These thoughts connect with the South African word ‘Ubuntu’, which essentially means ‘I am because you are’, and the phrase ‘I-Thou’ explored by the philosopher Martin Buber, who wrote about ‘the I-Thou relationship, where our human relationships can only be truly authentic when we open ourselves fully to the other and encounter them as whole and unique persons.’ St Anthony the Great spoke about dependency being at the heart of community and our belonging to one another when he said that ‘Our life and our death is with our neighbour’[iv] and, as a result Rowan Williams states that ‘only in the relations we have with one another can the love and mercy of God appear and become effective.’[v]

On the Negative Way, the pre-eminent metaphor for knowing ourselves may be that of silence. In silence, we hear the working of our own minds, we hear our self-justification and unmask our need to defend our territory, establish our position, and defend our ego. As Rowan Williams states, ‘Our words help to strengthen the illusions with which we surround, protect and comfort ourselves; without silence, we shan’t get any closer to knowing who we are before God.’ Our ‘sense of the authentically human, depends and can only depend on the quality of our silence – the need to let go of words in certain ways, that willingness to occupy a space before God which is not a defended territory, defended against God or against anyone else. And because we occupy a space that isn’t a defended territory, it is space both for God and for each other. We are moving beyond our fascination, our hypnosis by the ideas of choice and individuality as conceived in the modern world, moving towards the possibility of a human life characterised by consistent instinctive responsiveness to the truth, acquiring an instinctive taste for truth. A taste for truth, that’s to say an appetite for what is real, so strong that it allows us constantly to keep ourselves in question, under scrutiny, not in an obsessional way but just going on asking, ‘Who is being served here? The ego or the truth?’[vi]

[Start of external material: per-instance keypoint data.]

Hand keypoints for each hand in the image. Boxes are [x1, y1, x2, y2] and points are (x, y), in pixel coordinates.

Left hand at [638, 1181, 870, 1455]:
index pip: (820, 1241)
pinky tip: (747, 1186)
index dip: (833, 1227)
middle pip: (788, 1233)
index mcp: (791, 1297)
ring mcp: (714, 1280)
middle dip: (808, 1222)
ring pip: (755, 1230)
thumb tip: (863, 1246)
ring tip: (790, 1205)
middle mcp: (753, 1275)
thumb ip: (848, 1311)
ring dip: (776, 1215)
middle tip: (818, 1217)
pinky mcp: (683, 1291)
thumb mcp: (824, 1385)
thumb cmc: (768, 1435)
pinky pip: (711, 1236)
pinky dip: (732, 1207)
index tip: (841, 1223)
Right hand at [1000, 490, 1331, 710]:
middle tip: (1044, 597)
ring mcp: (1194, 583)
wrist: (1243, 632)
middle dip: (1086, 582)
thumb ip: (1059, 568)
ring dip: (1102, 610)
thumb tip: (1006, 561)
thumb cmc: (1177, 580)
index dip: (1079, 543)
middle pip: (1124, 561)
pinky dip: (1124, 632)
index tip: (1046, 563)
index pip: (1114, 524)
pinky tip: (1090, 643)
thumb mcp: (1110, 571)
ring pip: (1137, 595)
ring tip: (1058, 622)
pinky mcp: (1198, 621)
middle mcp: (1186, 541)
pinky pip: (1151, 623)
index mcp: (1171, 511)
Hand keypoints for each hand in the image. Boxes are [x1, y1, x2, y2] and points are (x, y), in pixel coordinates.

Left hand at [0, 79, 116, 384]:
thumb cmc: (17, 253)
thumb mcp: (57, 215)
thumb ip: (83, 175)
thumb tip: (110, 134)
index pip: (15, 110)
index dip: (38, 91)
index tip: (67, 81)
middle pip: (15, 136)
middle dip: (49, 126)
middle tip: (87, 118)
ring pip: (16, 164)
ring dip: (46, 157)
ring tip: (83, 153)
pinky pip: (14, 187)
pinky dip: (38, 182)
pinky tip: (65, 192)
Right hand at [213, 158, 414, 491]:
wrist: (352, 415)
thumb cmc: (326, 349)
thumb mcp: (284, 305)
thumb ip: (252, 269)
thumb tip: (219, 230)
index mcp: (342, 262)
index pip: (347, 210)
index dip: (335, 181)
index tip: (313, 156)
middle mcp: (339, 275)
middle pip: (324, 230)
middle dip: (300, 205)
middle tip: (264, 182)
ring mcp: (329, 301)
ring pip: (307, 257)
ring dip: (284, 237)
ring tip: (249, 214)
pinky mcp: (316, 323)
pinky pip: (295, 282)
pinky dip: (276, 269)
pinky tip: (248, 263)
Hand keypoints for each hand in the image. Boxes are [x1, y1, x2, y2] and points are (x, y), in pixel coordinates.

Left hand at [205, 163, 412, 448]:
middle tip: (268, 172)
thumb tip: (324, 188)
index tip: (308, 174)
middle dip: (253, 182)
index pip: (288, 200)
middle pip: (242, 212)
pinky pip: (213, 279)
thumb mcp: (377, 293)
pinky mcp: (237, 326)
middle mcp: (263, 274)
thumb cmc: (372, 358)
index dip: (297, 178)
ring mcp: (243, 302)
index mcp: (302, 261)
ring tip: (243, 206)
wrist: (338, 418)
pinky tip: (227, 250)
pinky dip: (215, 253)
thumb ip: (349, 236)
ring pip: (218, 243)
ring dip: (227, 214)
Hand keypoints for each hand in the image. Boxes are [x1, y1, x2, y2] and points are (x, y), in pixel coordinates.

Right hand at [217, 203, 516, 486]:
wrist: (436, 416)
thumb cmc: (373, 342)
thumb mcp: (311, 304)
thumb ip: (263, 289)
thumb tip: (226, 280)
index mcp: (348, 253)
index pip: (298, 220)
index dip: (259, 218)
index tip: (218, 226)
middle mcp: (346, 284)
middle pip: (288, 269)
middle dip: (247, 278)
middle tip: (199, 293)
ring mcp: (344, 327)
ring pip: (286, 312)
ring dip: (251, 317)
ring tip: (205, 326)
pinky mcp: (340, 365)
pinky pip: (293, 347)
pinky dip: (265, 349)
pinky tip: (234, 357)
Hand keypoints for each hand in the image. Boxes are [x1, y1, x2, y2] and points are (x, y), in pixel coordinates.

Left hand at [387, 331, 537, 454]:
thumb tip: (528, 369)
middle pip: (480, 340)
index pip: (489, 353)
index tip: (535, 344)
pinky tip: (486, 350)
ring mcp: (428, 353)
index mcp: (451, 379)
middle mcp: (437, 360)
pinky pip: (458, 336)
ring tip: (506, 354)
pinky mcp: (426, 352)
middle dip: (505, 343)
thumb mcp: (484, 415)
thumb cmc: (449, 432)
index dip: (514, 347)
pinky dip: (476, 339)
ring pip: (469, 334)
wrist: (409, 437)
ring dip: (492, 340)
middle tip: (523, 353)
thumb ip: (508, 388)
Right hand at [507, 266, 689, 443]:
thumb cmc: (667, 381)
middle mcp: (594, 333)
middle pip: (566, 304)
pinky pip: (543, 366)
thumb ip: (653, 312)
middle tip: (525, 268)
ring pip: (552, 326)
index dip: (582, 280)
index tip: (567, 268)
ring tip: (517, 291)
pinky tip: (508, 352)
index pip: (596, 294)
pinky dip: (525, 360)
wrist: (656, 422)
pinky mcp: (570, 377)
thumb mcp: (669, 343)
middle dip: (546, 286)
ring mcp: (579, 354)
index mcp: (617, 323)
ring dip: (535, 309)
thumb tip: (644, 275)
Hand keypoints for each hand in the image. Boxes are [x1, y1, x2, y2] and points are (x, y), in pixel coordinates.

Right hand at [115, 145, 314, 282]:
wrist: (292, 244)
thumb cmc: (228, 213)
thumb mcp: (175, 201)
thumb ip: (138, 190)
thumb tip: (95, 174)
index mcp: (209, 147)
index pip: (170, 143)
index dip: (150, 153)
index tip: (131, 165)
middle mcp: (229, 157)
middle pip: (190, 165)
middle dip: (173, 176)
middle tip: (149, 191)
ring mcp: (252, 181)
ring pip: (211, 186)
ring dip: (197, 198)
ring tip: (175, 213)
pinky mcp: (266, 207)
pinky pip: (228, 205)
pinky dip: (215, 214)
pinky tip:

Which boat are we sitting in? In which would we wish to sit? Are our personalities fundamentally compatible with sharing silence or honey cakes? Have we found ways to combine the affirmative and the negative ways or to move between the two at different times and seasons of our lives?

Both are routes to the same place; that place where we encounter God, creation, others and ourselves as each actually is and only for the sake of enjoying each as each is. If we have followed the negative way that will have been achieved by the stripping away of all the instrumental reasons we may have had for encounter. If we have followed the affirmative way that will be because the never-ceasing depth and richness of encounter will have brought us a place of simple and genuine awe and wonder.

Lakwena Maciver’s affirmative artistic practice involves distilling ideas and encapsulating them in a single evocative phrase surrounded by kaleidoscopic patterns and bold colours. Her phrases are painted prayers and meditations, her adornments are signifiers assigning value and glory, her content is future oriented; looking for a future that is ‘higher, deeper, fuller, sweeter, older, newer, bolder, brighter and more glorious.’ This can be clearly seen in the phrases she chooses and uses which include: ‘Looking For A Brighter Day’, ‘Nothing Can Separate Us’, ‘Ever After’, ‘Imagine Eternity’, ‘I Remember Paradise’, ‘Just Passing Through’, ‘The Future’s Gold’, ‘Still I Rise’, ‘Raise Your Hopes’, ‘Your Love Keeps Lifting me Higher’, ‘The Highest Love’, ‘The Best Is Yet To Come’.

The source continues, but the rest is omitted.